The House Judiciary Committee took a landslide 24-10 vote to approve legislation that would eliminate federal penalties for cannabis, remove conviction records, and invest in communities — particularly communities of color who have been disproportionately hurt by drug enforcement — to ensure they reap a share of legalization’s profits.
"Thousands of individuals — overwhelmingly people of color — have been subjected, by the federal government, to unjust prison sentences for marijuana offenses,” House Judiciary Committee chair Jerry Nadler said in opening remarks that nodded to the groundwork laid by Rep. Barbara Lee of California. “This needs to stop.”
The committee’s decisive passage of the Marijuana Opportunity Reinvestment and Expungement Act, or MORE Act, marks one of the clearest examples yet of marijuana crossing a threshold into mainstream political acceptance, even as it faces an uncertain vote by the entire House and a hostile audience in the Senate.
Third-rail for generations, legalization support has become a virtual requirement among Democrats after several blue-state voters mandated their own laws, and the congressional bill won votes on Wednesday from Republicans as well. Among the cosponsors is Republican Rep. Matt Gaetz of Florida. The legalization tide has swept right past Joe Biden, the former vice president and antidrug former senator, who stuck out as an outlier in the Democratic presidential race this week by opposing federal legalization and questioning whether pot is a “gateway drug.”

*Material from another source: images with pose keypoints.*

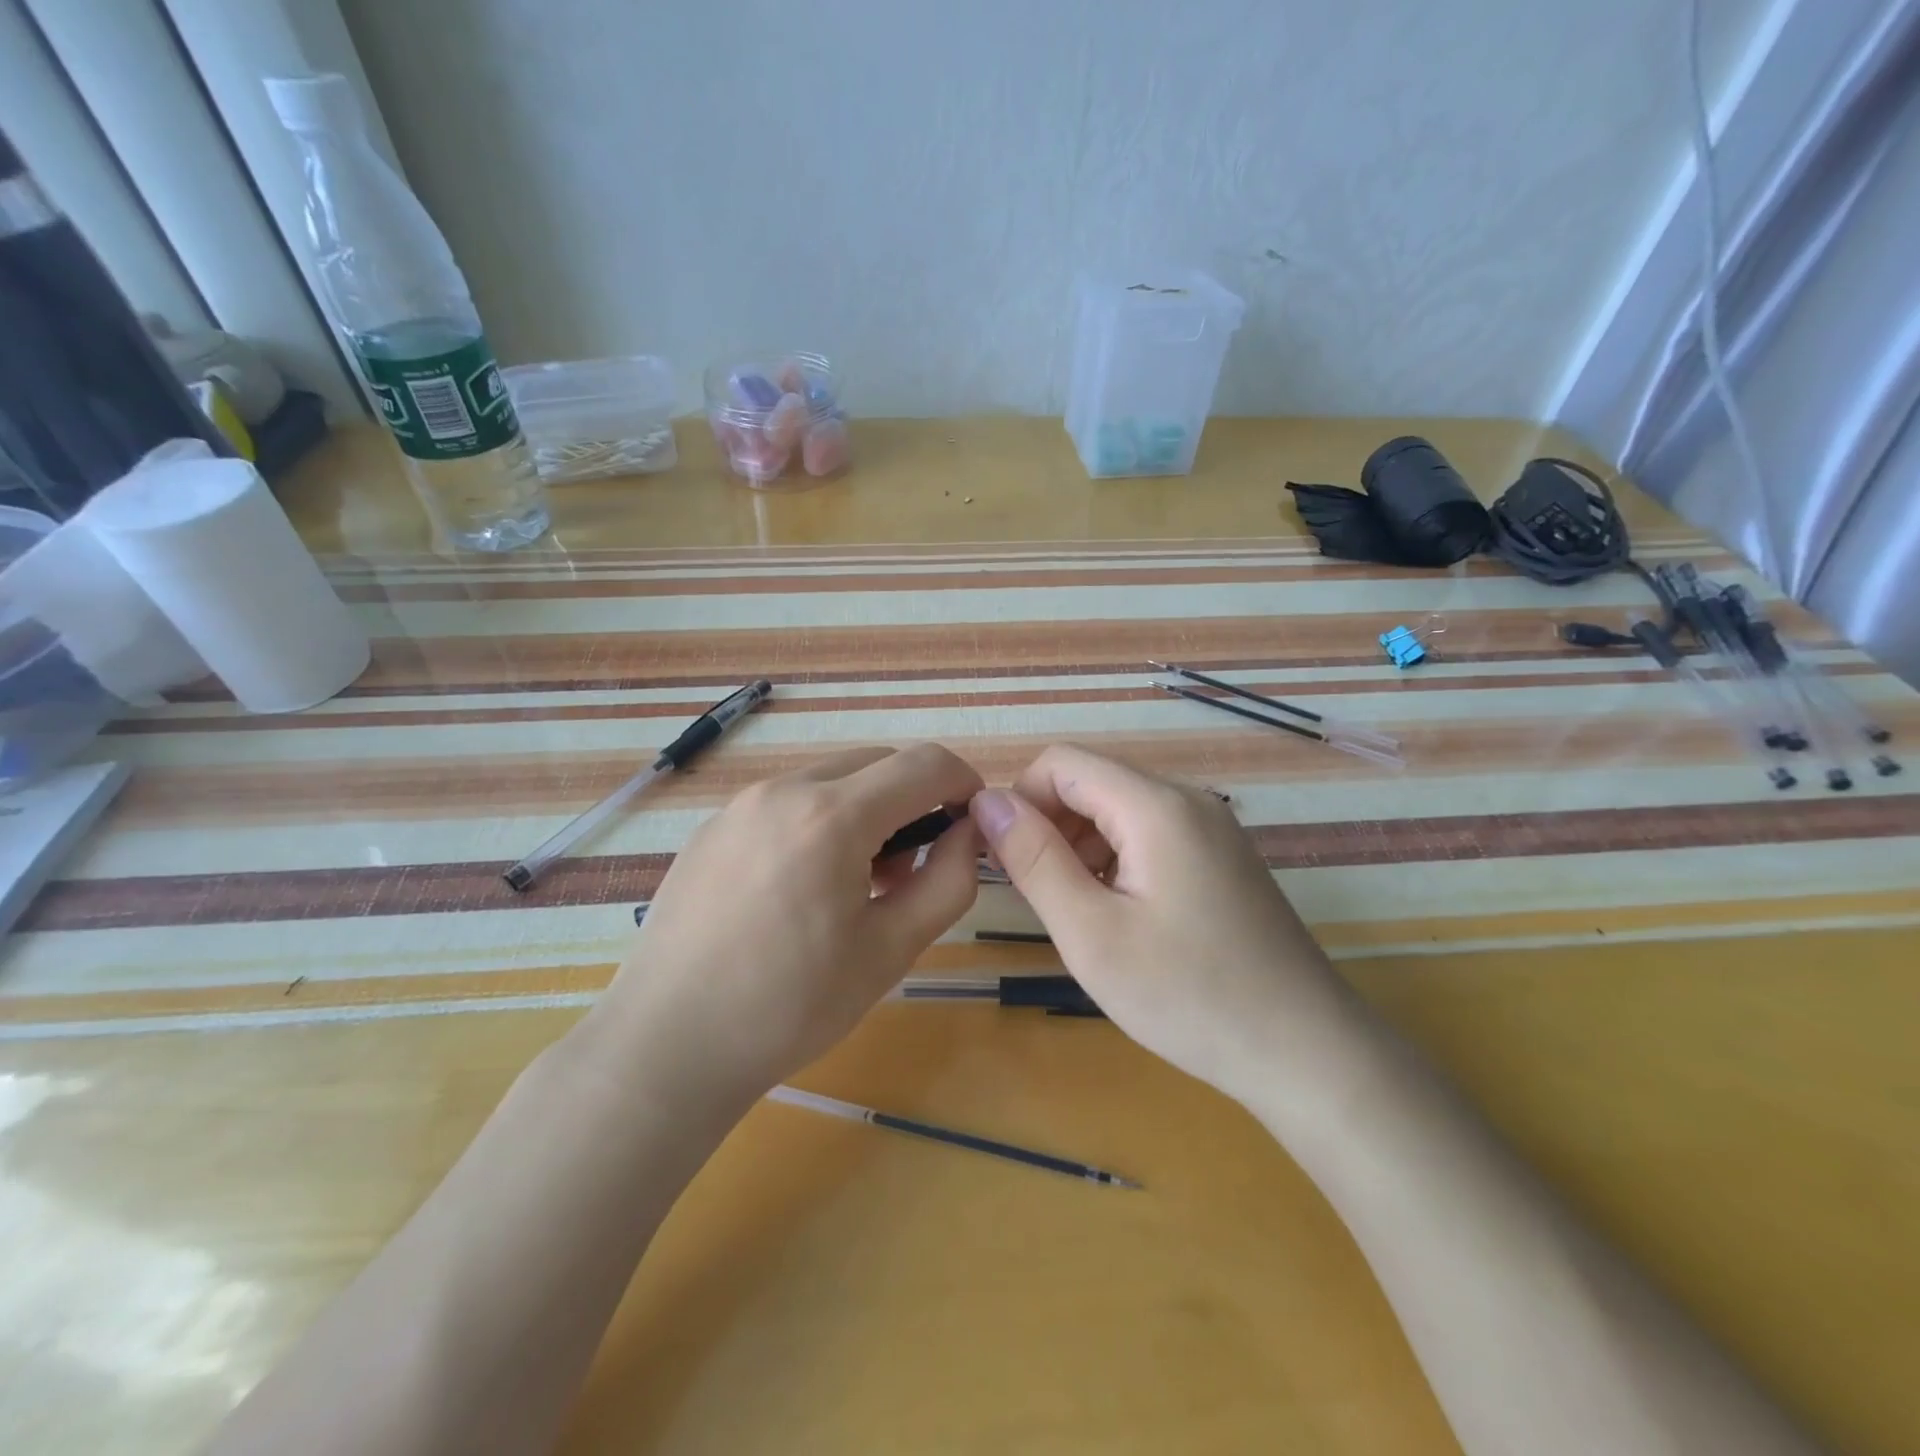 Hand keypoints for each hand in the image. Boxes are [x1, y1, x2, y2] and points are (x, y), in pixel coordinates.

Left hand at [593, 744, 982, 1110]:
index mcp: (832, 816)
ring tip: (858, 882)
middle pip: (877, 762)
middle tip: (913, 867)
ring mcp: (740, 804)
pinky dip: (819, 821)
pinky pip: (787, 801)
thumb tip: (970, 832)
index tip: (973, 825)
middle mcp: (784, 789)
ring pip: (831, 779)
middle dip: (914, 798)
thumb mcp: (891, 949)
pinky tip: (803, 888)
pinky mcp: (713, 826)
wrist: (668, 1045)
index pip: (924, 763)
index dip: (963, 784)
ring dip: (866, 810)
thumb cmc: (791, 1006)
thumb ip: (948, 880)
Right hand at [969, 745, 1368, 1108]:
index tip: (1005, 860)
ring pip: (1118, 809)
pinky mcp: (1222, 857)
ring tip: (1077, 912)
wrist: (1306, 1053)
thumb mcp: (1091, 933)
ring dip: (1080, 846)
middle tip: (1039, 896)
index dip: (1020, 800)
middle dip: (1050, 825)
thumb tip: (987, 801)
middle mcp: (1188, 800)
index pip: (1061, 762)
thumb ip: (1034, 858)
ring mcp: (1211, 828)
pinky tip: (1118, 915)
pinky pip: (1150, 835)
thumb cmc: (1189, 996)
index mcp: (1156, 805)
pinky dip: (1115, 860)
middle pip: (1092, 782) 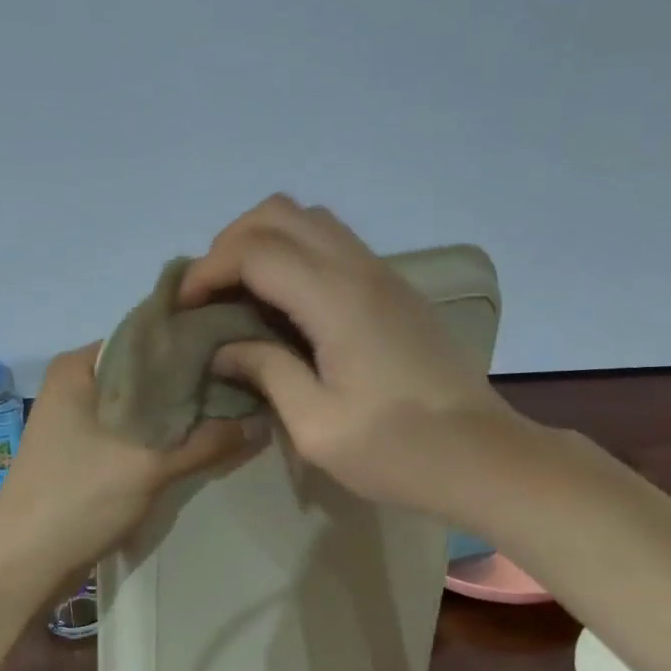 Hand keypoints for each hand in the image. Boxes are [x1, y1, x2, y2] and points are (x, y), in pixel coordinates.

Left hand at [0, 343, 261, 588]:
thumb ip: (206, 442)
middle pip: (146, 372)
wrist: (22, 565)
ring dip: (179, 414)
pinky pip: (132, 431)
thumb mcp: (148, 466)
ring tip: (232, 411)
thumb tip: (261, 422)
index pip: (147, 336)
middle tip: (244, 384)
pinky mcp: (85, 450)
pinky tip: (200, 442)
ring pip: (141, 405)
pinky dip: (162, 437)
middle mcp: (76, 384)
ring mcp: (78, 419)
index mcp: (79, 366)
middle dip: (191, 383)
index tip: (237, 350)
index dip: (192, 343)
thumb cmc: (77, 498)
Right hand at [179, 195, 515, 516]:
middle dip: (230, 243)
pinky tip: (284, 302)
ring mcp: (382, 273)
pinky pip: (332, 241)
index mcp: (337, 300)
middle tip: (210, 294)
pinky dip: (294, 252)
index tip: (185, 309)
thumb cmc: (399, 451)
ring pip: (309, 219)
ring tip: (241, 292)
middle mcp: (359, 269)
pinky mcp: (393, 287)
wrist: (486, 456)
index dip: (208, 270)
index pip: (255, 251)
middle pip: (279, 213)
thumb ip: (266, 372)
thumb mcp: (317, 426)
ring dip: (264, 241)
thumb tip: (224, 348) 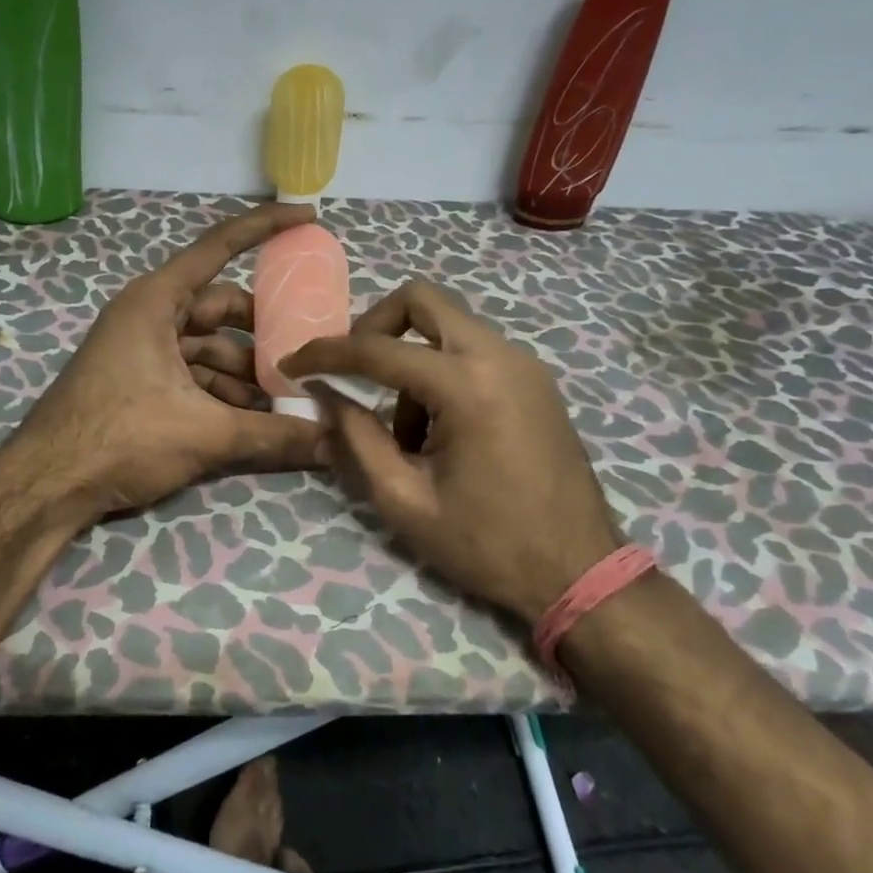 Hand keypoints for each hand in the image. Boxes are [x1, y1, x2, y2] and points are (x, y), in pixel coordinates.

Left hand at [18, 203, 322, 515]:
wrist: (47, 485)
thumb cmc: (121, 437)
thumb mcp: (204, 433)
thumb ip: (273, 434)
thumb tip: (333, 443)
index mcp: (157, 301)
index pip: (219, 247)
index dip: (266, 227)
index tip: (308, 217)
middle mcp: (149, 314)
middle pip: (221, 308)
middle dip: (264, 332)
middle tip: (308, 351)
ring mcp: (141, 348)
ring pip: (208, 347)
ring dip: (245, 372)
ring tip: (287, 400)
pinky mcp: (138, 380)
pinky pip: (191, 372)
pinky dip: (221, 391)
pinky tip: (252, 419)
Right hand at [280, 282, 620, 624]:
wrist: (581, 572)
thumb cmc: (489, 544)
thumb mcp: (405, 500)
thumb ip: (357, 439)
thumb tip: (324, 395)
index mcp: (467, 385)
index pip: (378, 349)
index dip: (325, 354)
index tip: (290, 365)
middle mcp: (500, 356)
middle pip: (421, 300)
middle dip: (374, 327)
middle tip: (352, 371)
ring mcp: (523, 365)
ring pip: (446, 327)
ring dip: (410, 361)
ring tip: (404, 433)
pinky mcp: (534, 380)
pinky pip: (472, 351)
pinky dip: (440, 372)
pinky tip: (439, 432)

The bill has support from House Speaker Nancy Pelosi, a spokesperson for the top House Democrat told BuzzFeed News this week, which bodes well for passage if it reaches a vote from the full chamber.
Still, several committees could claim jurisdiction to consider the bill first. Among them, the House Energy and Commerce Committee has relatively few sponsors of the bill, so skeptical lawmakers could move to amend the legislation or slow it down.